Media Archive

BHS Alumni make final donation

Article from The Piscataquis Observer, Vol. 164, No. 43, October 24, 2001

By Sarah MacIlroy
Staff Writer

BROWNVILLE Although it has been quite a while since there was a high school in Brownville, there are a certain group of people who haven't forgotten the memories and friends they made there.

Now, 15 years after they reorganized, the Brownville Alumnit Association has decided to dissolve "because illnesses and death have diminished the original numbers of the original reunion committee" who organize the reunions each year, said a report from the BHS Alumni last summer.

But the alumni are not just about social gatherings, they have a long track record of giving back to their community in many forms.

The recipient of the majority of their donations has been the Brownville Elementary School. Through gifts from the group's Memorial Fund, the school has received an outdoor concrete picnic table, a digital camera, a lobby showcase, and a microphone system, among other things.
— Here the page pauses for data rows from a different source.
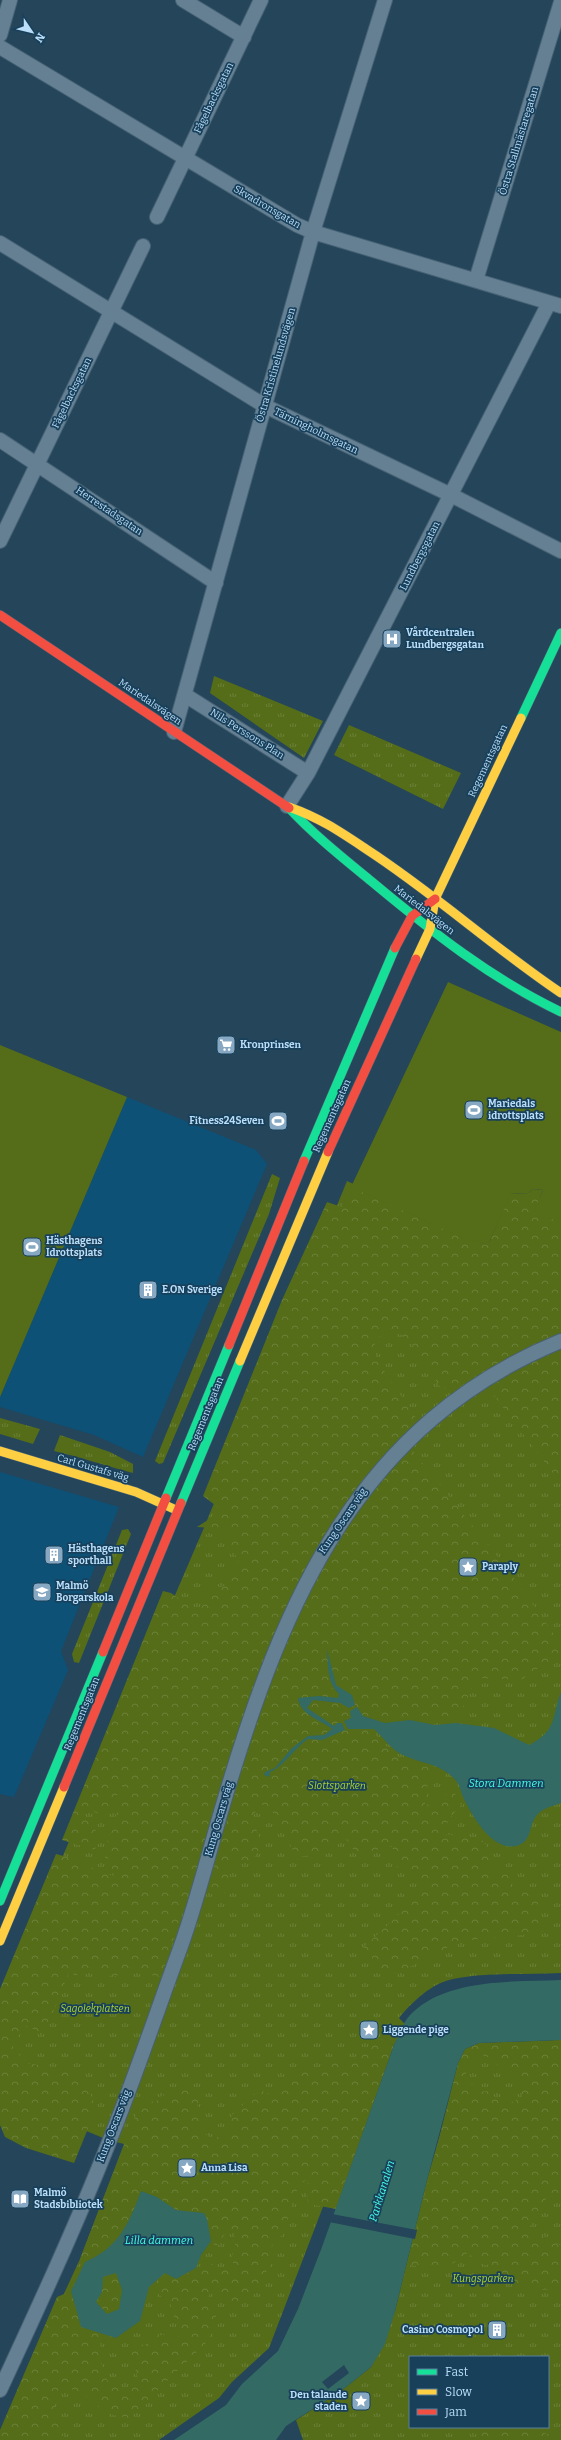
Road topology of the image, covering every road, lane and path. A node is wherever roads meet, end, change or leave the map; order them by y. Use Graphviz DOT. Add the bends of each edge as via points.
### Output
graph roads {
  1 [pos="10,0"];
  2 [pos="183,0"];
  3 [pos="261,0"];
  4 [pos="385,0"];
  5 [pos="550,0"];
  6 [pos="561,2"];
  7 [pos="0,35"];
  8 [pos="244,37"];
  9 [pos="0,48"];
  10 [pos="184,159"];
  11 [pos="157,217"];
  12 [pos="313,232"];
  13 [pos="0,243"];
  14 [pos="143,246"];
  15 [pos="476,280"];
  16 [pos="555,304"];
  17 [pos="111,312"];
  18 [pos="265,406"];
  19 [pos="0,440"];
  20 [pos="38,464"];
  21 [pos="451,496"];
  22 [pos="0,541"];
  23 [pos="561,551"];
  24 [pos="216,583"];
  25 [pos="0,615"];
  26 [pos="561,633"];
  27 [pos="185,695"];
  28 [pos="174,732"];
  29 [pos="308,773"];
  30 [pos="287,806"];
  31 [pos="435,899"];
  32 [pos="412,916"];
  33 [pos="430,930"];
  34 [pos="561,993"];
  35 [pos="561,1012"];
  36 [pos="561,1341"];
  37 [pos="0,1452"];
  38 [pos="164,1504"];
  39 [pos="178,1511"];
  40 [pos="0,1901"];
  41 [pos="0,1941"];
  42 [pos="0,2390"];
  1 -- 7 [label="street"];
  2 -- 8 [label="street"];
  3 -- 8 [label="street, Fågelbacksgatan"];
  4 -- 12 [label="street, Östra Kristinelundsvägen"];
  5 -- 6 [label="street"];
  6 -- 15 [label="street, Östra Stallmästaregatan"];
  8 -- 10 [label="street, Fågelbacksgatan"];
  9 -- 10 [label="street, Skvadronsgatan"];
  10 -- 11 [label="street, Fågelbacksgatan"];
  10 -- 12 [label="street, Skvadronsgatan"];
  12 -- 15 [label="street, Skvadronsgatan"];
  12 -- 18 [label="street, Östra Kristinelundsvägen"];
  13 -- 17 [label="street, Tärningholmsgatan"];
  14 -- 17 [label="street, Fågelbacksgatan"];
  15 -- 16 [label="street, Skvadronsgatan"];
  16 -- 21 [label="street, Lundbergsgatan"];
  17 -- 18 [label="street, Tärningholmsgatan"];
  17 -- 20 [label="street, Fågelbacksgatan"];
  18 -- 21 [label="street, Tärningholmsgatan"];
  18 -- 24 [label="street, Östra Kristinelundsvägen"];
  19 -- 20 [label="street, Herrestadsgatan"];
  20 -- 22 [label="street, Fågelbacksgatan"];
  20 -- 24 [label="street, Herrestadsgatan"];
  21 -- 23 [label="street, Tärningholmsgatan"];
  21 -- 29 [label="street, Lundbergsgatan"];
  24 -- 27 [label="street, Östra Kristinelundsvägen"];
  25 -- 28 [label="main road, Mariedalsvägen"];
  26 -- 31 [label="main road, Regementsgatan"];
  27 -- 28 [label="street, Östra Kristinelundsvägen"];
  27 -- 29 [label="street, Nils Perssons Plan"];
  28 -- 30 [label="main road, Mariedalsvägen"];
  29 -- 30 [label="street, Lundbergsgatan"];
  30 -- 31 [label="main road, Mariedalsvägen" via="315,816 411,878"];
  30 -- 32 [label="main road, Mariedalsvägen" via="307,828"];
  31 -- 32 [label="main road, Regementsgatan"];
  31 -- 33 [label="main road, Regementsgatan"];
  31 -- 34 [label="main road, Mariedalsvägen"];
  32 -- 33 [label="main road, Mariedalsvägen"];
  32 -- 38 [label="main road, Regementsgatan" via="397,944 349,1056"];
  33 -- 35 [label="main road, Mariedalsvägen" via="523,993"];
  33 -- 39 [label="main road, Regementsgatan" via="315,1181"];
  36 -- 42 [label="street, Kung Oscars väg" via="479,1386 404,1444 366,1486 315,1564 294,1607 261,1689 183,1940 109,2142"];
  37 -- 38 [label="main road, Carl Gustafs väg" via="136,1492"];
  38 -- 39 [label="main road, Carl Gustafs väg"];
  38 -- 40 [label="main road, Regementsgatan"];
  39 -- 41 [label="main road, Regementsgatan"];
}
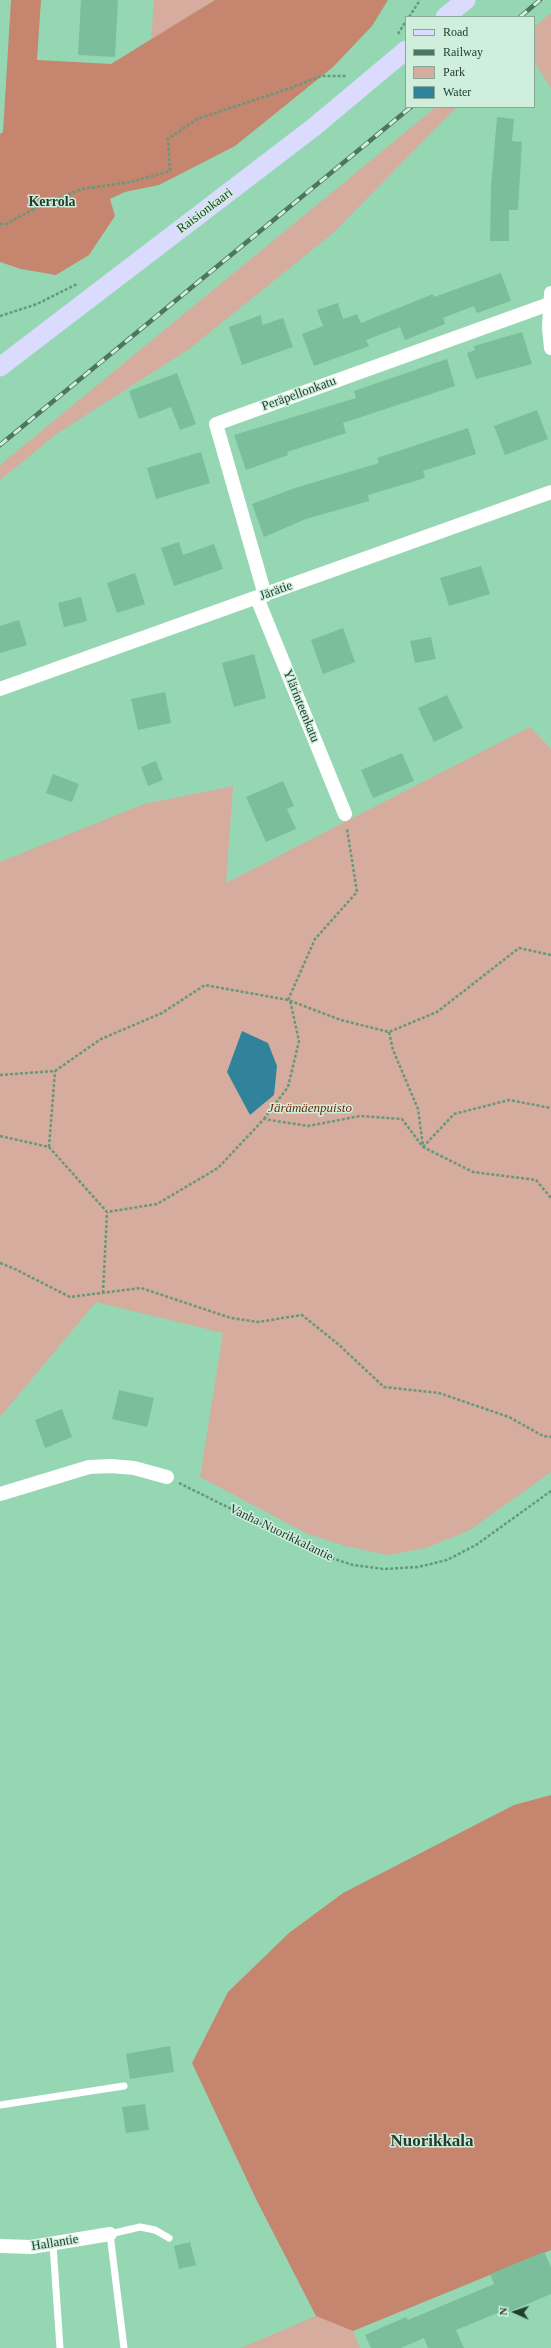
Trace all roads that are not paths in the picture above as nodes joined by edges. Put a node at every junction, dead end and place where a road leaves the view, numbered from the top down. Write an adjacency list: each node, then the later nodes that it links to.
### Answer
1 (466, 0): 2 (main road)
2 (446, 16)
3 (405, 51): 6 (main road, Raisionkaari)
4 (550, 299): 5 (street); 8 (street, Peräpellonkatu)
5 (551, 348)
6 (0, 367)
7 (551, 492): 8 (street, Järätie)
8 (261, 597): 9 (street, Järätie); 10 (street, Ylärinteenkatu)
9 (0, 689)
10 (345, 814)
11 (166, 1477): 12 (street)
12 (0, 1494)
13 (124, 2086): 14 (lane)
14 (0, 2105)
15 (110, 2234): 16 (lane); 17 (street, Hallantie); 20 (lane)
16 (169, 2238)
17 (53, 2245): 18 (street, Hallantie); 19 (lane)
18 (0, 2246)
19 (60, 2348)
20 (124, 2348)

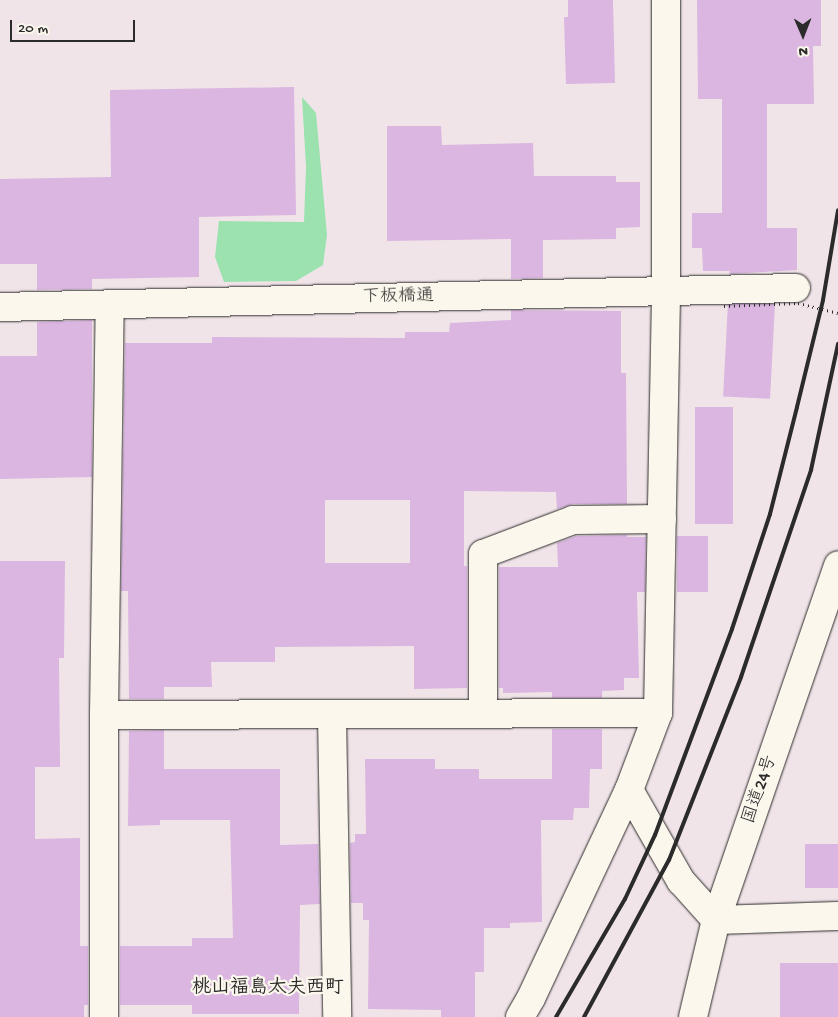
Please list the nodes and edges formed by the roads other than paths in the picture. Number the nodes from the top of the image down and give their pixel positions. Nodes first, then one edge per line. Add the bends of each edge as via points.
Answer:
1 (666, 0) edge
2 (796, 288) dead end
3 (666, 293) junction
4 (110, 305) junction
5 (0, 307) edge
6 (662, 519) junction
7 (838, 566) edge
8 (658, 713) junction
9 (483, 714) junction
10 (104, 715) junction
11 (332, 716) junction
12 (629, 790) junction
13 (838, 916) edge
14 (716, 920) junction
15 (104, 1017) edge
16 (337, 1017) edge
17 (520, 1017) edge
18 (693, 1017) edge

1 - 3 main road
2 - 3 main road, 下板橋通
3 - 4 main road, 下板橋通
3 - 6 main road
4 - 5 main road, 下板橋通
4 - 10 main road
6 - 8 main road
6 - 9 main road via 573,520 483,554
7 - 14 main road, 国道24号
8 - 9 main road
8 - 12 main road
9 - 11 main road
10 - 11 main road
10 - 15 main road
11 - 16 main road
12 - 14 main road via 681,882
12 - 17 main road
13 - 14 main road
14 - 18 main road, 国道24号

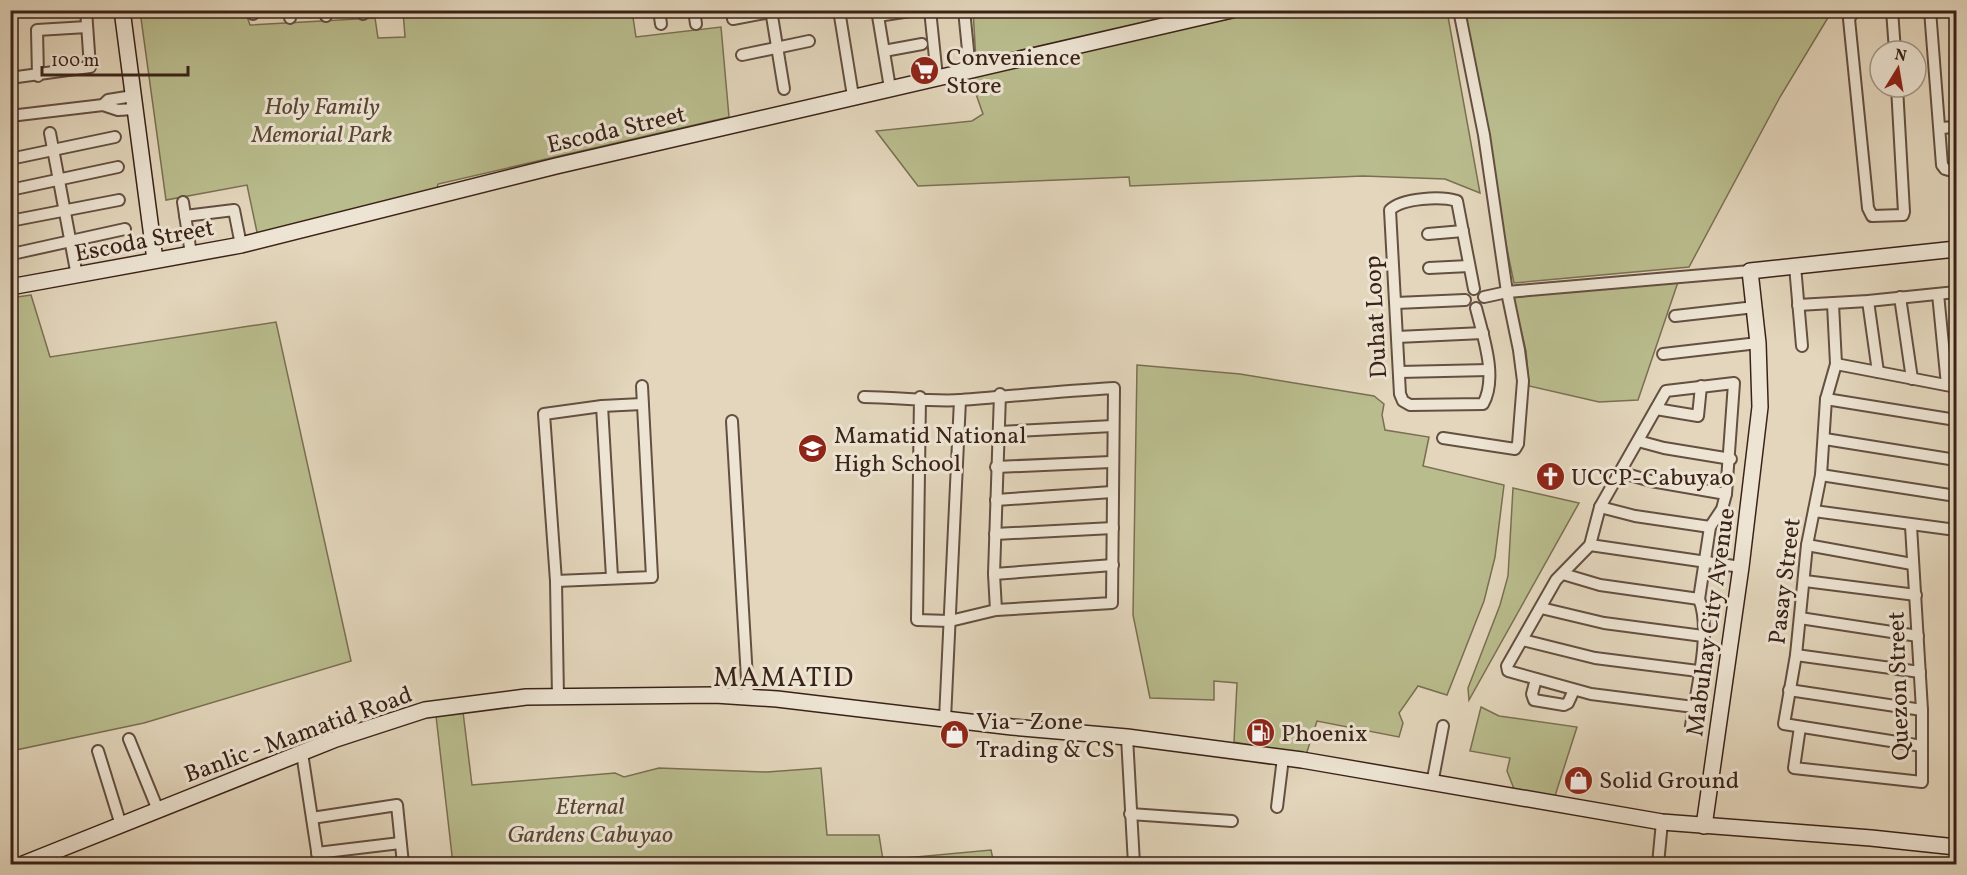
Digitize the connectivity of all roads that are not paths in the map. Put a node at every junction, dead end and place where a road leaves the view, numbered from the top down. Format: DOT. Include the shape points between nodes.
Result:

"We sort of see the elementary school as our alma mater," explained Rueben Lancaster, president of the Brownville Alumni Association. Over the years, alumni members have donated thousands of dollars to give the Brownville Elementary children what they can use.

"We feel very fortunate that we were able to do that," said Lancaster.

When the organization met at their final reunion in August, classmates decided to use their remaining funds to make two more donations - to the elementary school and the Brownville Historical Society. Each organization received in excess of $2,000 from the alumni when the checks were presented last week.

Neither the Historical Society nor the elementary school had specific plans now for what they wanted to do with their gift.

"Everyone has their own ideas of what they want to do with the money," joked Pat Bradbury, principal at Brownville Elementary School. With the previous alumni gift, the school will be installing an Omni microphone that will hang from the ceiling and pick up the voices of the children as they perform in plays.

There has been an alumni association at the school for many years, but when the school burned in 1932, many records were lost and as a result the association did not formally meet for quite a while. They reorganized in 1987, and had 160 members at their first meeting.

"We're all getting older now," said Lancaster. "It just isn't possible for us all to get together."

Formal meetings will not be held any more, but the group could still meet informally at Brownville's Old Home Weekends in August. Their records are now available at the historical museum, and although the group may not formally exist any more, the impression and contributions they have made to their communities could last for many years to come.


NOTE - This article reflects the views of the author and not necessarily those of the TRC Alliance Team.